--- START ---
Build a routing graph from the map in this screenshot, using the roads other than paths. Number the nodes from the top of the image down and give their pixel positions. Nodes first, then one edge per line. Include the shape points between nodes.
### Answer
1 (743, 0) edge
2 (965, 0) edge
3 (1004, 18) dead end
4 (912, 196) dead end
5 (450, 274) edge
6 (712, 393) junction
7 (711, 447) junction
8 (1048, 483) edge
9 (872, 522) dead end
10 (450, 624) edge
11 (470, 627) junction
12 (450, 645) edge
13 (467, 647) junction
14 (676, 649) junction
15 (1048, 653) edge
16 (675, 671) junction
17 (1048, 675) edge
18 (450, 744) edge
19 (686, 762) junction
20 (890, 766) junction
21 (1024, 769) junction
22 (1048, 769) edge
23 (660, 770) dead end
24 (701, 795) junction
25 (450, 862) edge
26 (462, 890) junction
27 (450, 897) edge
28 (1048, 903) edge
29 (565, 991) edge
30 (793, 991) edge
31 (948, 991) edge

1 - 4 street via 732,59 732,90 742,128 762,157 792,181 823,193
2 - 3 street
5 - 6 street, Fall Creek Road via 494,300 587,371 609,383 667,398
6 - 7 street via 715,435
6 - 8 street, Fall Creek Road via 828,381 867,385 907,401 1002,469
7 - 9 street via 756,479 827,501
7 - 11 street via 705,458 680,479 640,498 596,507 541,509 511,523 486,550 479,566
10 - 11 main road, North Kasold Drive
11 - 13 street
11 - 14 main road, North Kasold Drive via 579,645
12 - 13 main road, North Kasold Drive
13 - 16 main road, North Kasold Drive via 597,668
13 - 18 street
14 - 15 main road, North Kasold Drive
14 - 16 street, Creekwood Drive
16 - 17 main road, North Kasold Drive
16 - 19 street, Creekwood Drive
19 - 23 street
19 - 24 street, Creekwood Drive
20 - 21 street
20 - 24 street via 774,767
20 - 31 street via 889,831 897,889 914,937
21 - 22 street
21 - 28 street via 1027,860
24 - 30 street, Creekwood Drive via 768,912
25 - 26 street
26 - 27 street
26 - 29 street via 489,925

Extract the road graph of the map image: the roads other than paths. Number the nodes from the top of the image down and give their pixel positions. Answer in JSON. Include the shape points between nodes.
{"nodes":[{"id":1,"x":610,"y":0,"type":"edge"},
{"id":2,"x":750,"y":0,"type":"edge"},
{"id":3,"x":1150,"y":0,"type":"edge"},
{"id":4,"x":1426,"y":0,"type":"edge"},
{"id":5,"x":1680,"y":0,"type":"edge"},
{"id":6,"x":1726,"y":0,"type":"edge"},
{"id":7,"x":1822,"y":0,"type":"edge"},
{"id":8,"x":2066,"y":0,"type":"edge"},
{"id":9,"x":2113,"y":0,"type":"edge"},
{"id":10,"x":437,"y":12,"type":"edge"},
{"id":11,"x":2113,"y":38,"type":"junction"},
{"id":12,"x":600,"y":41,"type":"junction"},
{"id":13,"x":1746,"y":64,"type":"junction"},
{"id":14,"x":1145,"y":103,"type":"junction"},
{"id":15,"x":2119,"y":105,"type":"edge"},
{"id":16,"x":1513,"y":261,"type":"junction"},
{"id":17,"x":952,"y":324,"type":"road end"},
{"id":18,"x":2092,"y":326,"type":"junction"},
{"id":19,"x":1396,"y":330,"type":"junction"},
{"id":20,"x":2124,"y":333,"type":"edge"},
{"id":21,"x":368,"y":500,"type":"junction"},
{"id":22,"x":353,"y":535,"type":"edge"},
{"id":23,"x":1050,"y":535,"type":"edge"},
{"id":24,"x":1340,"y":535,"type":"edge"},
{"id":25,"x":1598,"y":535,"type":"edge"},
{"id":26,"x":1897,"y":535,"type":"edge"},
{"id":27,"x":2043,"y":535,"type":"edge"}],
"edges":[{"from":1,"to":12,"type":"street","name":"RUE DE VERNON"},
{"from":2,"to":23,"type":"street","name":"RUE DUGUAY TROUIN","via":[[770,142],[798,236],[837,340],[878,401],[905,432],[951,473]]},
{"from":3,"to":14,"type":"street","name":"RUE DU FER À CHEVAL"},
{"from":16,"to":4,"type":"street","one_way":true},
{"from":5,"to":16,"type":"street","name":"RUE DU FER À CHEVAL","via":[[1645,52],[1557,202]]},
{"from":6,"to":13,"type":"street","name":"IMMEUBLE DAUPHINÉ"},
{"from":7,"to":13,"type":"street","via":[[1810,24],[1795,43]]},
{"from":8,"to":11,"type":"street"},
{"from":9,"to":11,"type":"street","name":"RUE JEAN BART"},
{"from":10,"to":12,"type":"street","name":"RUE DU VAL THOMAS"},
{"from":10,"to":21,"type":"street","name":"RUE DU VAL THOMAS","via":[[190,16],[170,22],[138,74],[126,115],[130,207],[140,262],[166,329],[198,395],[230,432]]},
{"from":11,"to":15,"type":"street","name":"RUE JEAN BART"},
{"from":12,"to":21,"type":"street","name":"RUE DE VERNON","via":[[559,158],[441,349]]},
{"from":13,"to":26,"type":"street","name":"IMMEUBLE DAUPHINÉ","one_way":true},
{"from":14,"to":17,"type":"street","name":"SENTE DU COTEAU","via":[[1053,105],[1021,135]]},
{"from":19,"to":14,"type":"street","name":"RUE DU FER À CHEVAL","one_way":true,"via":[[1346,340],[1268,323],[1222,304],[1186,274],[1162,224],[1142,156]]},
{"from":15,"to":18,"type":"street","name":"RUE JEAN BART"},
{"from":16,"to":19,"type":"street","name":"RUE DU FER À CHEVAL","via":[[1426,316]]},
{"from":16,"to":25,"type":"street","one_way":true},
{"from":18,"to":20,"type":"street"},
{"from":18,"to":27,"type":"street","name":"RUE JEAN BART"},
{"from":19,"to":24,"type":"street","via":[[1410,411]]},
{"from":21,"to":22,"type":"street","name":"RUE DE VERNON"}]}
--- END ---
_Task instructions_. Please return the records above exactly as they are written.

_Task output_.
Build a routing graph from the map in this screenshot, using the roads other than paths. Number the nodes from the top of the image down and give their pixel positions. Nodes first, then one edge per line. Include the shape points between nodes.
### Answer
1 (743, 0) edge
2 (965, 0) edge
3 (1004, 18) dead end
4 (912, 196) dead end
5 (450, 274) edge
6 (712, 393) junction
7 (711, 447) junction
8 (1048, 483) edge
9 (872, 522) dead end
10 (450, 624) edge
11 (470, 627) junction
12 (450, 645) edge
13 (467, 647) junction
14 (676, 649) junction
15 (1048, 653) edge
16 (675, 671) junction
17 (1048, 675) edge
18 (450, 744) edge
19 (686, 762) junction
20 (890, 766) junction
21 (1024, 769) junction
22 (1048, 769) edge
23 (660, 770) dead end
24 (701, 795) junction
25 (450, 862) edge
26 (462, 890) junction
27 (450, 897) edge
28 (1048, 903) edge
29 (565, 991) edge
30 (793, 991) edge
31 (948, 991) edge

1 - 4 street via 732,59 732,90 742,128 762,157 792,181 823,193
2 - 3 street
5 - 6 street, Fall Creek Road via 494,300 587,371 609,383 667,398
6 - 7 street via 715,435
6 - 8 street, Fall Creek Road via 828,381 867,385 907,401 1002,469
7 - 9 street via 756,479 827,501
7 - 11 street via 705,458 680,479 640,498 596,507 541,509 511,523 486,550 479,566
10 - 11 main road, North Kasold Drive
11 - 13 street
11 - 14 main road, North Kasold Drive via 579,645
12 - 13 main road, North Kasold Drive
13 - 16 main road, North Kasold Drive via 597,668
13 - 18 street
14 - 15 main road, North Kasold Drive
14 - 16 street, Creekwood Drive
16 - 17 main road, North Kasold Drive
16 - 19 street, Creekwood Drive
19 - 23 street
19 - 24 street, Creekwood Drive
20 - 21 street
20 - 24 street via 774,767
20 - 31 street via 889,831 897,889 914,937
21 - 22 street
21 - 28 street via 1027,860
24 - 30 street, Creekwood Drive via 768,912
25 - 26 street
26 - 27 street
26 - 29 street via 489,925

Extract the road graph of the map image: the roads other than paths. Number the nodes from the top of the image down and give their pixel positions. Answer in JSON. Include the shape points between nodes.
{"nodes":[{"id":1,"x":610,"y":0,"type":"edge"},
{"id":2,"x":750,"y":0,"type":"edge"},
{"id":3,"x":1150,"y":0,"type":"edge"},
{"id":4,"x":1426,"y":0,"type":"edge"},
{"id":5,"x":1680,"y":0,"type":"edge"},
{"id":6,"x":1726,"y":0,"type":"edge"},
{"id":7,"x":1822,"y":0,"type":"edge"},
{"id":8,"x":2066,"y":0,"type":"edge"},
{"id":9,"x":2113,"y":0,"type":"edge"},
{"id":10,"x":437,"y":12,"type":"edge"},
{"id":11,"x":2113,"y":38,"type":"junction"},
{"id":12,"x":600,"y":41,"type":"junction"},
{"id":13,"x":1746,"y":64,"type":"junction"},
{"id":14,"x":1145,"y":103,"type":"junction"},
{"id":15,"x":2119,"y":105,"type":"edge"},
{"id":16,"x":1513,"y":261,"type":"junction"},
{"id":17,"x":952,"y":324,"type":"road end"},
{"id":18,"x":2092,"y":326,"type":"junction"},
{"id":19,"x":1396,"y":330,"type":"junction"},
{"id":20,"x":2124,"y":333,"type":"edge"},
{"id":21,"x":368,"y":500,"type":"junction"},
{"id":22,"x":353,"y":535,"type":"edge"},
{"id":23,"x":1050,"y":535,"type":"edge"},
{"id":24,"x":1340,"y":535,"type":"edge"},
{"id":25,"x":1598,"y":535,"type":"edge"},
{"id":26,"x":1897,"y":535,"type":"edge"},
{"id":27,"x":2043,"y":535,"type":"edge"}],
"edges":[{"from":1,"to":12,"type":"street","name":"RUE DE VERNON"},
{"from":2,"to":23,"type":"street","name":"RUE DUGUAY TROUIN","via":[[770,142],[798,236],[837,340],[878,401],[905,432],[951,473]]},
{"from":3,"to":14,"type":"street","name":"RUE DU FER À CHEVAL"},
{"from":16,"to":4,"type":"street","one_way":true},
{"from":5,"to":16,"type":"street","name":"RUE DU FER À CHEVAL","via":[[1645,52],[1557,202]]},
{"from":6,"to":13,"type":"street","name":"IMMEUBLE DAUPHINÉ"},
{"from":7,"to":13,"type":"street","via":[[1810,24],[1795,43]]},
{"from":8,"to":11,"type":"street"},
{"from":9,"to":11,"type":"street","name":"RUE JEAN BART"},
{"from":10,"to":12,"type":"street","name":"RUE DU VAL THOMAS"},
{"from":10,"to":21,"type":"street","name":"RUE DU VAL THOMAS","via":[[190,16],[170,22],[138,74],[126,115],[130,207],[140,262],[166,329],[198,395],[230,432]]},
{"from":11,"to":15,"type":"street","name":"RUE JEAN BART"},
{"from":12,"to":21,"type":"street","name":"RUE DE VERNON","via":[[559,158],[441,349]]},
{"from":13,"to":26,"type":"street","name":"IMMEUBLE DAUPHINÉ","one_way":true},
{"from":14,"to":17,"type":"street","name":"SENTE DU COTEAU","via":[[1053,105],[1021,135]]},
{"from":19,"to":14,"type":"street","name":"RUE DU FER À CHEVAL","one_way":true,"via":[[1346,340],[1268,323],[1222,304],[1186,274],[1162,224],[1142,156]]},
{"from":15,"to":18,"type":"street","name":"RUE JEAN BART"},
{"from":16,"to":19,"type":"street","name":"RUE DU FER À CHEVAL","via":[[1426,316]]},
{"from":16,"to":25,"type":"street","one_way":true},
{"from":18,"to":20,"type":"street"},
{"from":18,"to":27,"type":"street","name":"RUE JEAN BART"},
{"from":19,"to":24,"type":"street","via":[[1410,411]]},
{"from":21,"to":22,"type":"street","name":"RUE DE VERNON"}]}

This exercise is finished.